In the previous work, it has been shown that the Mach number at the diverging exit drops from 21 to 0.7 after suffering from multiple shocks in the large expansion volume, and that the plasma parameters are almost constant along the axis of the simulated expansion chamber [1]. It was also shown that the Mach number is a function of the ratio \(\left( {A^{'} /A^{*} } \right)\), where \(A^{'}\) is the cross-sectional area along the length of the transition region at any location and \(A^{*}\) is the sonic throat cross-sectional area. Thus, the variation of Mach number along the axis of the transition region, as well as inside the expansion chamber, does not depend on the values of the exit parameters of the capillary source. It has also been observed that two shocks successively take place as soon as the supersonic flow enters into the uniform cross section expansion chamber and brings the flow into sub-sonic steady state. The shock waves result from the sudden restriction in the cross-sectional area through which the plasma flows when the diverging section of the transition region opens into the expansion chamber. The present work introduces a mathematical formalism of a shock pitch length \(Z_{sp}\), which is the spatial separation between successive shocks. It is an intuitively chosen variable, which if measured in an actual capillary discharge, can be used to produce the actual profile of the plasma bulk temperature, density, pressure and velocity.

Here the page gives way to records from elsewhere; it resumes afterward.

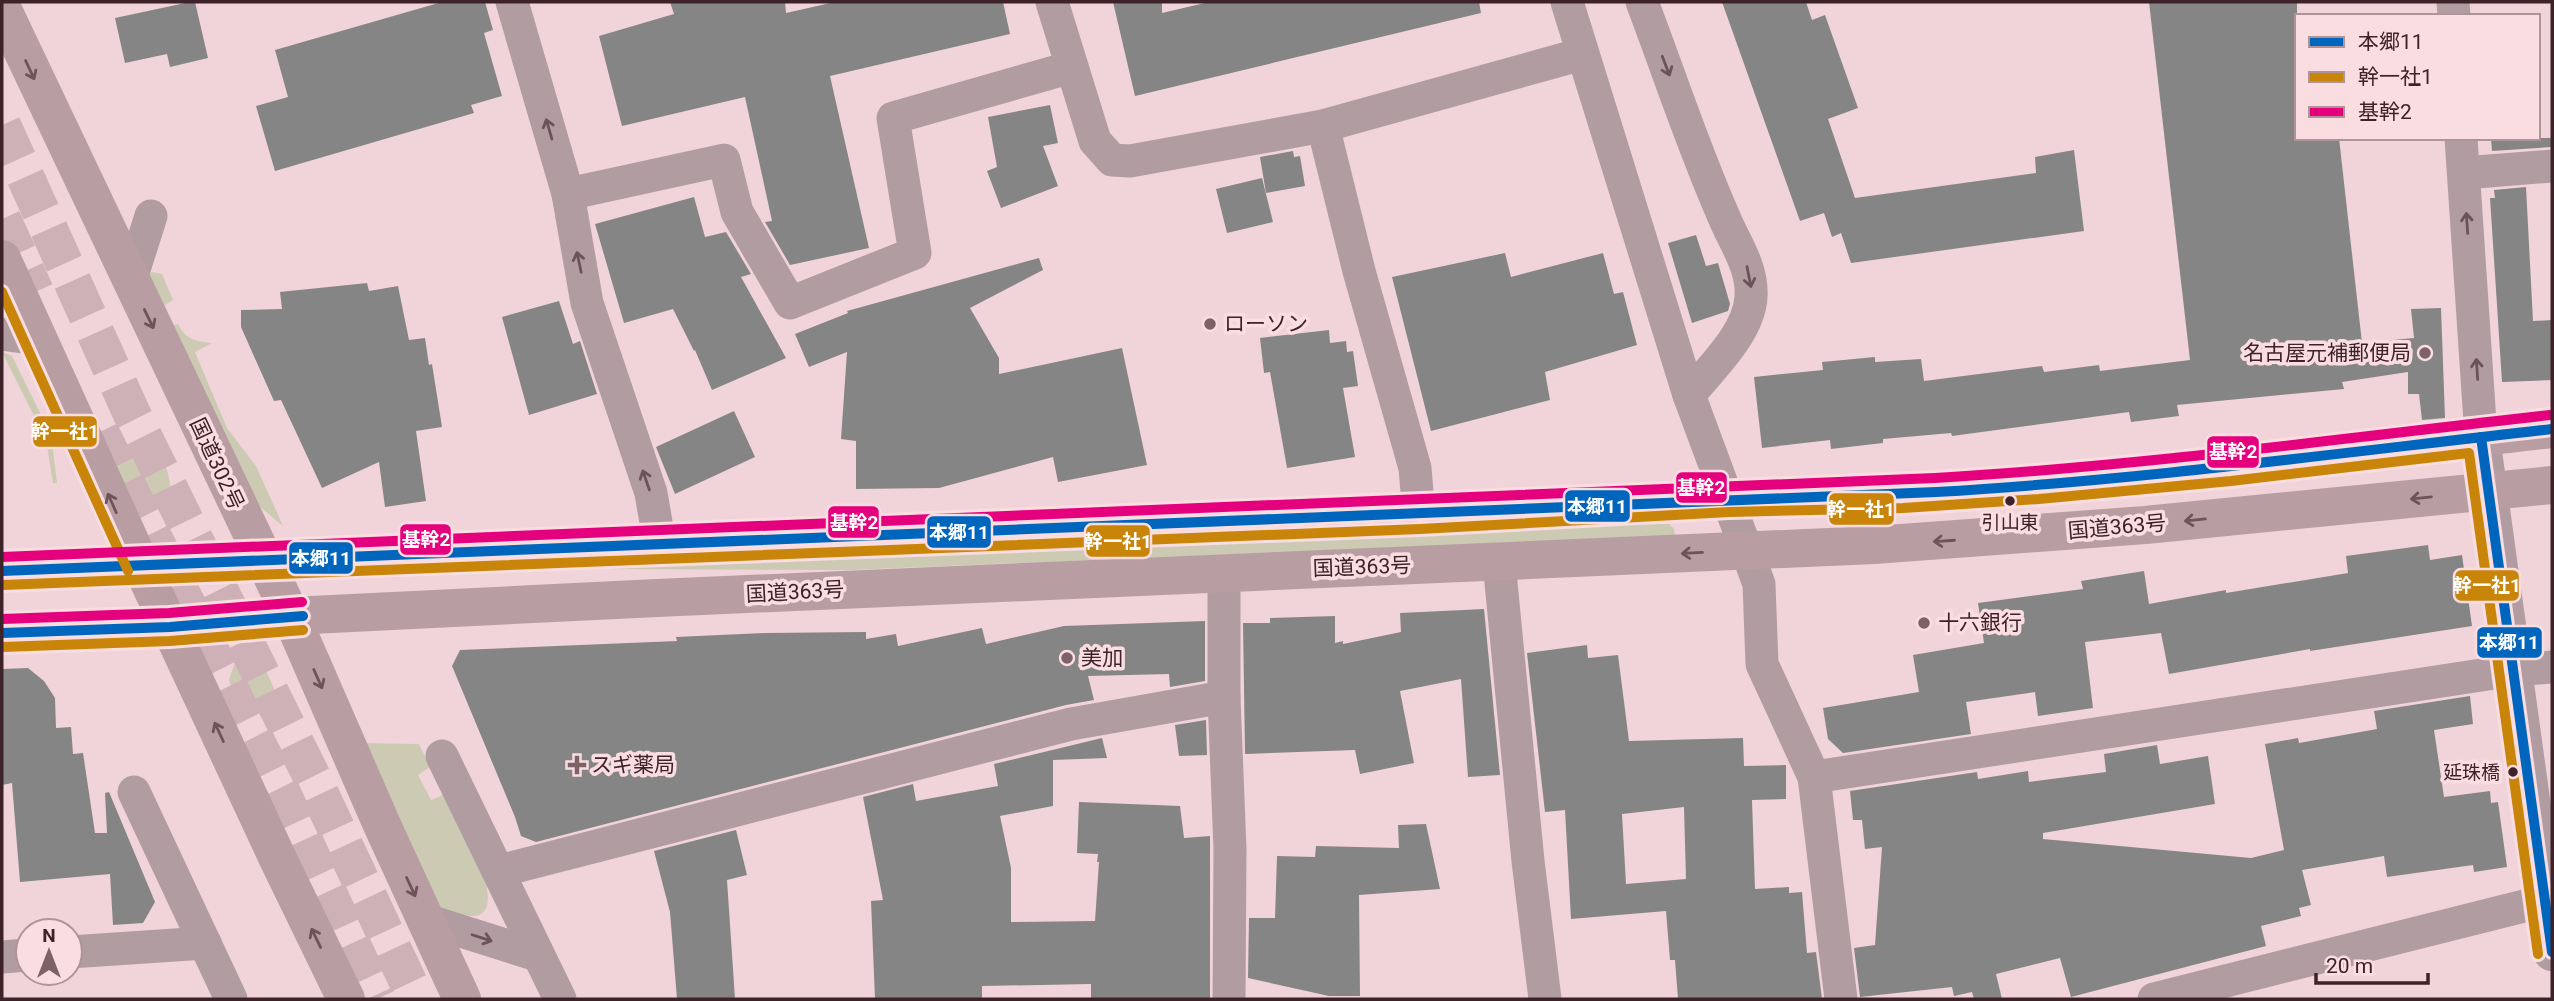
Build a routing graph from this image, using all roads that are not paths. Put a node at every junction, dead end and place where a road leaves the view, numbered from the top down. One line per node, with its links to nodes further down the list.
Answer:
1 (512, 2): 12 (street, one-way to 1)
2 (1052, 2): 7 (street)
3 (1567, 2): 6 (street)
4 (1642, 2): 17 (street, one-way to 17)
5 (2, 8): 15 (highway, 国道302号, one-way to 15)
6 (1582, 54): 8 (street); 17 (street)
7 (1072, 66): 8 (street); 12 (street)
8 (1323, 126): 23 (street)
9 (2462, 140): 11 (street)
10 (2552, 166): 11 (street)
11 (2464, 173): 19 (street, one-way to 11)
12 (568, 194): 24 (street, one-way to 12)
13 (151, 216): 15 (street)
14 (2, 259): 16 (highway)
15 (130, 282): 26 (highway, 国道302号, one-way to 26)
16 (20, 337): 28 (highway, one-way to 16)
17 (1689, 395): 22 (street)
18 (2552, 429): 19 (highway)
19 (2482, 437): 21 (street); 22 (highway)
20 (2552, 485): 21 (highway, 国道363号)
21 (2489, 491): 25 (highway, 国道363号, one-way to 25); 35 (street)
22 (1728, 498): 23 (highway); 25 (street)
23 (1419, 515): 24 (highway)
24 (660, 546): 26 (highway)
25 (1746, 550): 27 (highway, 国道363号, one-way to 27); 38 (street)
26 (262, 560): 28 (highway); 31 (highway, 国道302号)
27 (1499, 562): 30 (highway, 国道363号); 52 (street)
28 (141, 565): 29 (main road); 32 (highway)
29 (2, 571)
30 (1224, 572): 31 (highway, 国道363号); 36 (street)
31 (291, 616): 32 (highway, 国道363号); 42 (highway, 国道302号, one-way to 42)
32 (170, 627): 33 (main road); 48 (highway, one-way to 32)
33 (2, 633)
34 (2552, 667): 35 (street)
35 (2514, 670): 38 (street); 41 (street)
36 (1224, 697): 40 (street); 51 (street)
37 (443, 771): 40 (street)
38 (1814, 777): 53 (street)
39 (134, 792): 43 (street)
40 (499, 871): 46 (street)
41 (2549, 899): 45 (street); 54 (street)
42 (426, 920): 46 (street, one-way to 46); 49 (highway, 国道302号)
43 (205, 943): 44 (street); 47 (street)
44 (84, 951)
45 (2552, 952)
46 (537, 956): 50 (street)
47 (231, 999)
48 (346, 999)
49 (462, 999)
50 (560, 999)
51 (1229, 999)
52 (1545, 999)
53 (1841, 999)
54 (2154, 999)

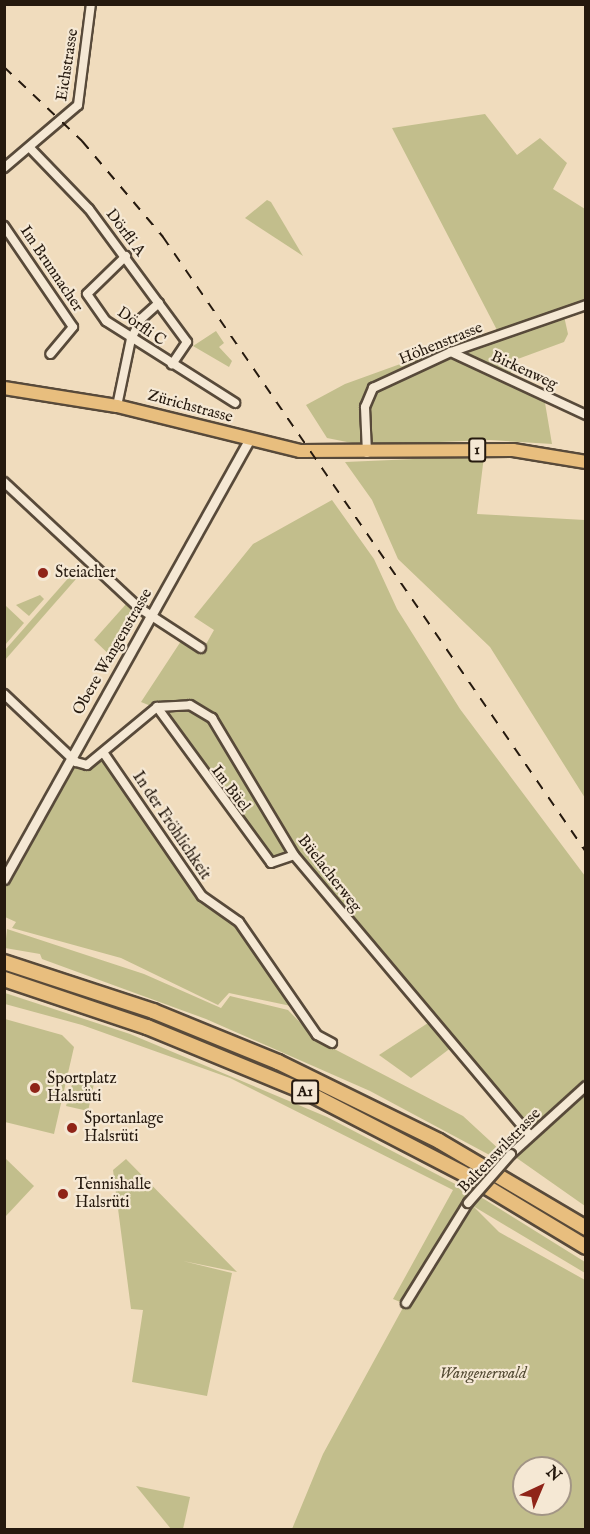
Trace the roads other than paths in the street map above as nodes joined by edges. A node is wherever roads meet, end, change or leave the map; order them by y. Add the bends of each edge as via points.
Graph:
1 (91, 4) edge
2 (31, 149) junction
3 (4, 168) edge
4 (4, 226) edge
5 (126, 256) junction
6 (159, 303) junction
7 (585, 305) edge
8 (131, 339) junction
9 (451, 352) junction
10 (50, 354) dead end
11 (172, 364) junction
12 (4, 388) edge
13 (235, 403) dead end
14 (117, 406) junction
15 (585, 415) edge
16 (249, 440) junction
17 (367, 454) junction
18 (585, 462) edge
19 (4, 482) edge
20 (150, 617) junction
21 (201, 648) dead end
22 (4, 694) edge
23 (157, 707) junction
24 (105, 755) junction
25 (72, 757) junction
26 (294, 855) junction
27 (4, 879) edge
28 (4, 962) edge
29 (4, 980) edge
30 (332, 1043) dead end
31 (585, 1086) edge
32 (530, 1135) junction
33 (585, 1228) edge
34 (585, 1247) edge
35 (406, 1303) dead end

1 - 2 street, Eichstrasse via 78,105
2 - 3 street, Eichstrasse
2 - 5 street, Dörfli A
4 - 10 street, Im Brunnacher via 73,327
5 - 6 street, Dörfli A
5 - 8 street, Dörfli C via 87,294 106,321
6 - 8 street via 141,319
6 - 11 street, Dörfli A via 187,342
7 - 9 street, Höhenstrasse
8 - 11 street, Dörfli C
8 - 14 street
9 - 15 street, Birkenweg
9 - 17 street, Höhenstrasse via 373,388 365,407
11 - 13 street, Dörfli C
12 - 14 main road, Zürichstrasse / 1
14 - 16 main road, Zürichstrasse / 1
16 - 17 main road, Zürichstrasse / 1
16 - 20 street, Obere Wangenstrasse
17 - 18 main road, 1 via 513,450
19 - 20 street
20 - 21 street
20 - 25 street, Obere Wangenstrasse
22 - 25 street
23 - 24 street
23 - 26 street, Im Büel via 271,863
23 - 26 street, Büelacherweg via 190,705 212,718
24 - 25 street via 87,765
24 - 30 street, In der Fröhlichkeit via 202,896 239,922 316,1035
25 - 27 street, Obere Wangenstrasse
26 - 32 street, Büelacherweg
28 - 33 highway, A1 via 153,1011 278,1062 439,1141
29 - 34 highway, A1 via 147,1027 302,1090 431,1155
31 - 32 street, Baltenswilstrasse
32 - 35 street, Baltenswilstrasse, bridge via 468,1203

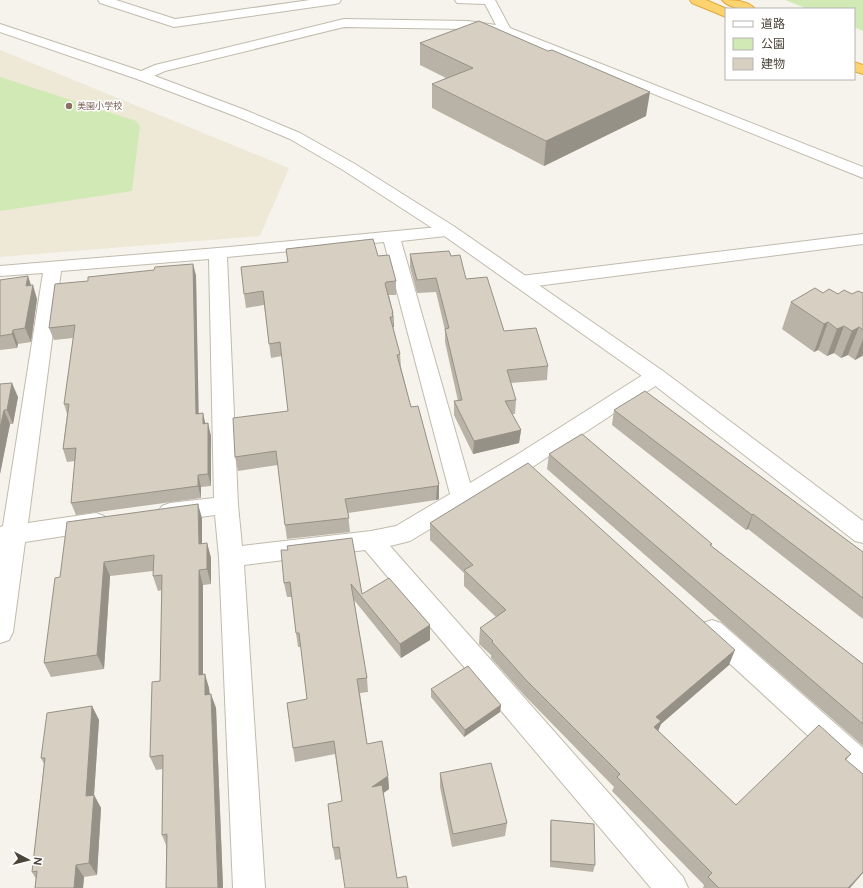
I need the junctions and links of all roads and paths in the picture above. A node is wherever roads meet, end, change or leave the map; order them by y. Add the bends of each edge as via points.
1 (105, 0) edge
2 (335, 0) edge
3 (461, 0) edge
4 (489, 0) edge
5 (696, 0) edge
6 (728, 0) edge
7 (222, 4) dead end
8 (747, 8) edge
9 (725, 13) edge
10 (200, 20) junction
11 (0, 28) edge
12 (504, 30) junction
13 (142, 76) junction
14 (863, 173) edge
15 (449, 232) junction
16 (391, 237) junction
17 (863, 239) edge
18 (218, 253) junction
19 (53, 267) junction
20 (0, 271) edge
21 (521, 282) junction
22 (656, 376) junction
23 (463, 498) junction
24 (226, 504) junction
25 (148, 515) edge
26 (116, 520) edge
27 (863, 534) edge
28 (7, 535) edge
29 (371, 540) junction
30 (231, 556) junction
31 (693, 614) edge
32 (0, 632) edge
33 (863, 767) edge
34 (249, 888) edge
35 (672, 888) edge

1 - 10 street via 174,22
2 - 10 street
3 - 4 street
4 - 12 street
5 - 9 highway
6 - 8 highway
7 - 10 street
11 - 13 street
12 - 13 street via 468,25 344,23 160,68
12 - 14 street
13 - 15 street via 295,136 349,167
15 - 16 street
15 - 21 street
16 - 18 street
16 - 23 street
17 - 21 street
18 - 19 street
18 - 24 street
19 - 20 street
19 - 28 street
21 - 22 street
22 - 23 street via 532,470
22 - 27 street
23 - 29 street via 402,534
24 - 25 street
24 - 30 street
26 - 28 street
28 - 32 street
29 - 30 street
29 - 35 street
30 - 34 street
31 - 33 street

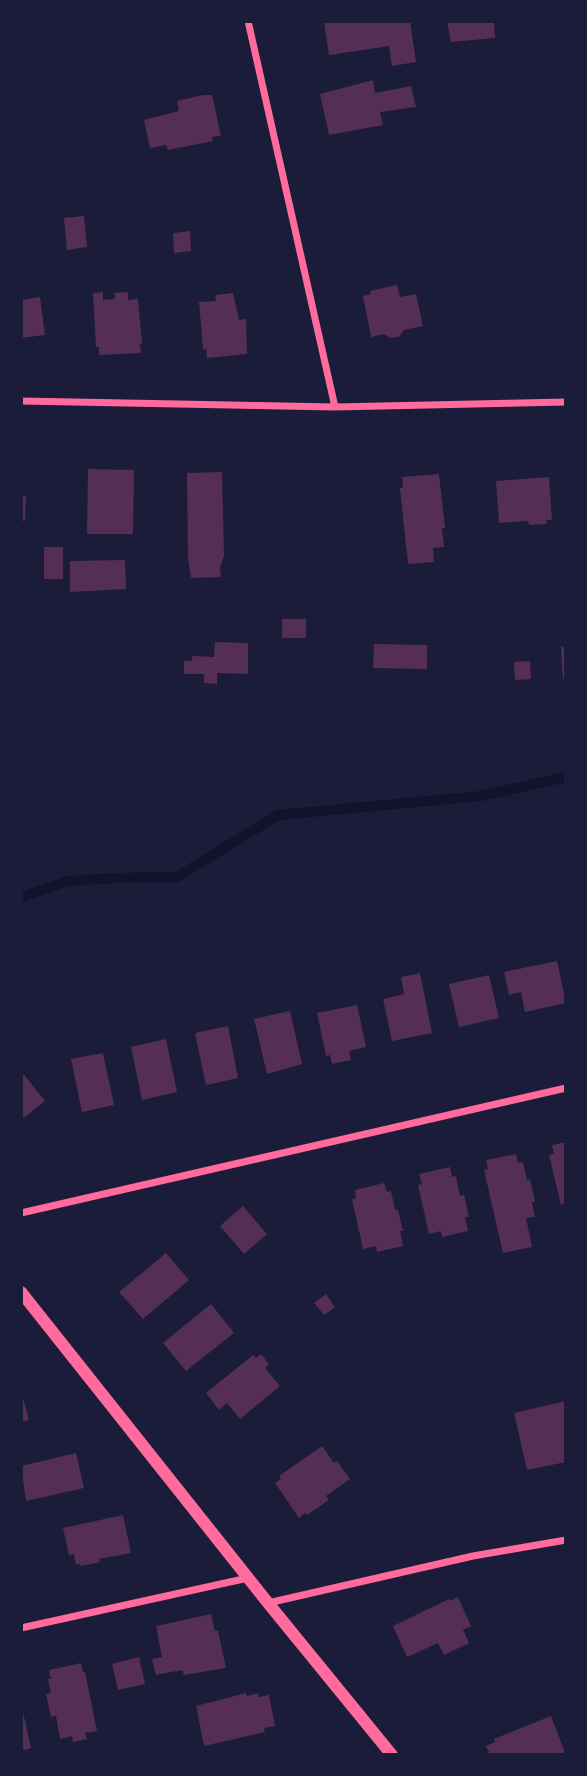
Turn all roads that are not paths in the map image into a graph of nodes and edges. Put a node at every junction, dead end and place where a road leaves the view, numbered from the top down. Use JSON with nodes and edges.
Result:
{"nodes":[{"id":1,"x":248,"y":21,"type":"edge"},
{"id":2,"x":21,"y":401,"type":"edge"},
{"id":3,"x":566,"y":402,"type":"edge"},
{"id":4,"x":335,"y":407,"type":"junction"},
{"id":5,"x":566,"y":1088,"type":"edge"},
{"id":6,"x":21,"y":1213,"type":"edge"},
{"id":7,"x":21,"y":1292,"type":"edge"},
{"id":8,"x":566,"y":1540,"type":"edge"},
{"id":9,"x":249,"y":1578,"type":"junction"},
{"id":10,"x":268,"y":1603,"type":"junction"},
{"id":11,"x":21,"y":1628,"type":"edge"},
{"id":12,"x":392,"y":1755,"type":"edge"}],
"edges":[{"from":1,"to":4,"type":"street"},
{"from":2,"to":4,"type":"street"},
{"from":3,"to":4,"type":"street"},
{"from":5,"to":6,"type":"street"},
{"from":7,"to":9,"type":"street"},
{"from":8,"to":10,"type":"street"},
{"from":9,"to":10,"type":"street"},
{"from":9,"to":11,"type":"street"},
{"from":10,"to":12,"type":"street"}]}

Discretization Technique and Mathematical Formulation

As previously shown in the previous work, the relation between the cross-sectional area of the sonic throat \(A^{*}\) and inlet cross section to the converging section A, is given by the well-known equation, which was used to establish the relationship between the plasma parameters and the Mach number along the cross-sectional area \(A^{'}\) at any location along the length of the transition region [1, 6, 7]:

$$A^{*} = A\;M_{a} \left[ {\frac{{1 + \left( {\frac{\gamma - 1}{2}} \right)M_{a}^{2} }}{{\left( {\frac{\gamma + 1}{2}} \right)}}} \right]^{{ - \frac{{\left( {\gamma + 1} \right)}}{{2\left( {\gamma - 1} \right)}}}}$$
(1)

where M a is the Mach number at the capillary exit and \(\gamma = C_{p} /C_{v}\) is the specific heat ratio. The plasma parameters at any axial location inside the nozzle are given by the following set of equations [1, 4, 5]:

$$\left. {\begin{array}{*{20}l} {\rho^{'} = \rho \frac{{\left[ {1 + 0.5\left( {\gamma - 1} \right)\left( {M_{a} } \right)^{2} } \right]^{{\frac{1}{\gamma - 1}}} }}{{\left[ {1 + 0.5\left( {\gamma - 1} \right)\left( {M_{a}^{'} } \right)^{2} } \right]^{{\frac{1}{\gamma - 1}}} }} ,} \hfill & {P^{'} = P\frac{{\left[ {1 + 0.5\left( {\gamma - 1} \right)\left( {M_{a} } \right)^{2} } \right]^{{\frac{\gamma }{\gamma - 1}}} }}{{\left[ {1 + 0.5\left( {\gamma - 1} \right)\left( {M_{a}^{'} } \right)^{2} } \right]^{{\frac{\gamma }{\gamma - 1}}} }}} \hfill \\ {T^{'} = T\frac{{1 + 0.5\left( {\gamma - 1} \right)\left( {M_{a} } \right)^{2} }}{{1 + 0.5\left( {\gamma - 1} \right)\left( {M_{a}^{'} } \right)^{2} }} ,} \hfill & {v^{'} = M_{a}^{'} \left( {\frac{{\gamma P^{'} }}{{\rho^{'} }}} \right)^{1/2} } \hfill \\ \end{array} } \right)$$
(2)

The units for the plasma parameters are eV for the temperature, kg/m3 for the density, MPa for the pressure and m/s for the velocity.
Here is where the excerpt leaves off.